● **TASK STATEMENT**:
Please count the lines with the word "nodes" in the material below, then state the number by itself.

● **RAW DATA**:
---+---
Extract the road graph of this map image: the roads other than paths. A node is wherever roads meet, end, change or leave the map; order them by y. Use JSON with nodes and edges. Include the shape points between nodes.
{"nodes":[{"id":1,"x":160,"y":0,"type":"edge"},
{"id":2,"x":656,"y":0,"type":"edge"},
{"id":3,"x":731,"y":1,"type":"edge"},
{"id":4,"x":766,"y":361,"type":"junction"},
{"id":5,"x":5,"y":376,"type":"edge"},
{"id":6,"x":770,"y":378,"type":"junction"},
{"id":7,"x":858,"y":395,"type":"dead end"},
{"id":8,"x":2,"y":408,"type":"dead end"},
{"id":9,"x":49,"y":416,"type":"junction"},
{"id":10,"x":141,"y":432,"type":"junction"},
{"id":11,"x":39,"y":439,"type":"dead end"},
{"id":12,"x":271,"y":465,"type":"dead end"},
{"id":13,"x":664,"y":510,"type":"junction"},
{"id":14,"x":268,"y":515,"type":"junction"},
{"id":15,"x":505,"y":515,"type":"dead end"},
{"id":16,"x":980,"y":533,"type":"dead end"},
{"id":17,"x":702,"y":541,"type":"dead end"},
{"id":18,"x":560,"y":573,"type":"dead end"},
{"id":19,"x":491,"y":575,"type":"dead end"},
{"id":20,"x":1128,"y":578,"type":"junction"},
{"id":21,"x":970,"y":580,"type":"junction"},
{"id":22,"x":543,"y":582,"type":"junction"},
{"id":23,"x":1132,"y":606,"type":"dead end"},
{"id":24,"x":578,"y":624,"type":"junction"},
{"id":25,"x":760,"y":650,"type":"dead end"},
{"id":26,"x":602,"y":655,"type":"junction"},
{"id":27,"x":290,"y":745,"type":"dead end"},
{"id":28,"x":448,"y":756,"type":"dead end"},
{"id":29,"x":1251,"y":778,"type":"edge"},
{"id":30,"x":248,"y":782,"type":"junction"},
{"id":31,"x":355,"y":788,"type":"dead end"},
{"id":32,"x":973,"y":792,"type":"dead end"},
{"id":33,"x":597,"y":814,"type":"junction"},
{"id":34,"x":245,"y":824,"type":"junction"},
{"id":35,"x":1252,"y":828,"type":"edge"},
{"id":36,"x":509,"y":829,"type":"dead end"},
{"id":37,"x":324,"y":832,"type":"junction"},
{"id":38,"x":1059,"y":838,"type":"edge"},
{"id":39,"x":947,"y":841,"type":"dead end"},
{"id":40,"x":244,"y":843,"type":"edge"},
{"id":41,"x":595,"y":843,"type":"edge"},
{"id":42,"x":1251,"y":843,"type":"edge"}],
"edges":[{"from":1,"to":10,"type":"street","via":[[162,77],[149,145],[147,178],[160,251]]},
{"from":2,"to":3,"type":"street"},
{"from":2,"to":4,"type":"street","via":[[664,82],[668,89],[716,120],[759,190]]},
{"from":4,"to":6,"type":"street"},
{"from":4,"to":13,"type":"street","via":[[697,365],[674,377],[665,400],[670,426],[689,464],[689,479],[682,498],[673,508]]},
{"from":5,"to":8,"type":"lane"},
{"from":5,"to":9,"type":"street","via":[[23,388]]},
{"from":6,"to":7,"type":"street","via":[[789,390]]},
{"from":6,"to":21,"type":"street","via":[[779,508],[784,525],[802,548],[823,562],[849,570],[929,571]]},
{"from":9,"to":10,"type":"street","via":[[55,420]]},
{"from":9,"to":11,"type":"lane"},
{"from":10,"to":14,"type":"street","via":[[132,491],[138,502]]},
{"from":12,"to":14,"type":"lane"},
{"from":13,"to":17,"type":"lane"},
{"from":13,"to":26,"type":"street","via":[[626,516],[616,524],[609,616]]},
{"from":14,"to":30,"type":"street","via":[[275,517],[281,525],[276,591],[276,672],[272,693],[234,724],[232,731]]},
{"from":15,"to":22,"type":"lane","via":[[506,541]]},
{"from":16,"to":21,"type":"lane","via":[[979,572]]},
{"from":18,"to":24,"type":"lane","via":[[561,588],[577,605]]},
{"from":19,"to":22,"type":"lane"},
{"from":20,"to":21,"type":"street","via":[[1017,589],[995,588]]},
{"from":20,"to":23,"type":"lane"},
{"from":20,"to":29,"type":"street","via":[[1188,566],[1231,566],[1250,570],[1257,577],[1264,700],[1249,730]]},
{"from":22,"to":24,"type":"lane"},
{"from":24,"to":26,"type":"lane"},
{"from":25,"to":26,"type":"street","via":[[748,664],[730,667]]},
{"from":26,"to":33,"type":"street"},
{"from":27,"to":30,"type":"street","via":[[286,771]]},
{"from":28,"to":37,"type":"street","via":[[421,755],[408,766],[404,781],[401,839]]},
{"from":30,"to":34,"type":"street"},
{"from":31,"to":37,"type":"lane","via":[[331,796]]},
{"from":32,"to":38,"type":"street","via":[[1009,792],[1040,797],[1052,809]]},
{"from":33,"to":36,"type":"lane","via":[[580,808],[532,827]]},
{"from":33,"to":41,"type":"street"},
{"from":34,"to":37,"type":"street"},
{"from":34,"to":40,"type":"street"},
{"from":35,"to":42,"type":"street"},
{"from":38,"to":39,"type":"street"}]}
---+---
● **RESULT OF THIS TASK**:
2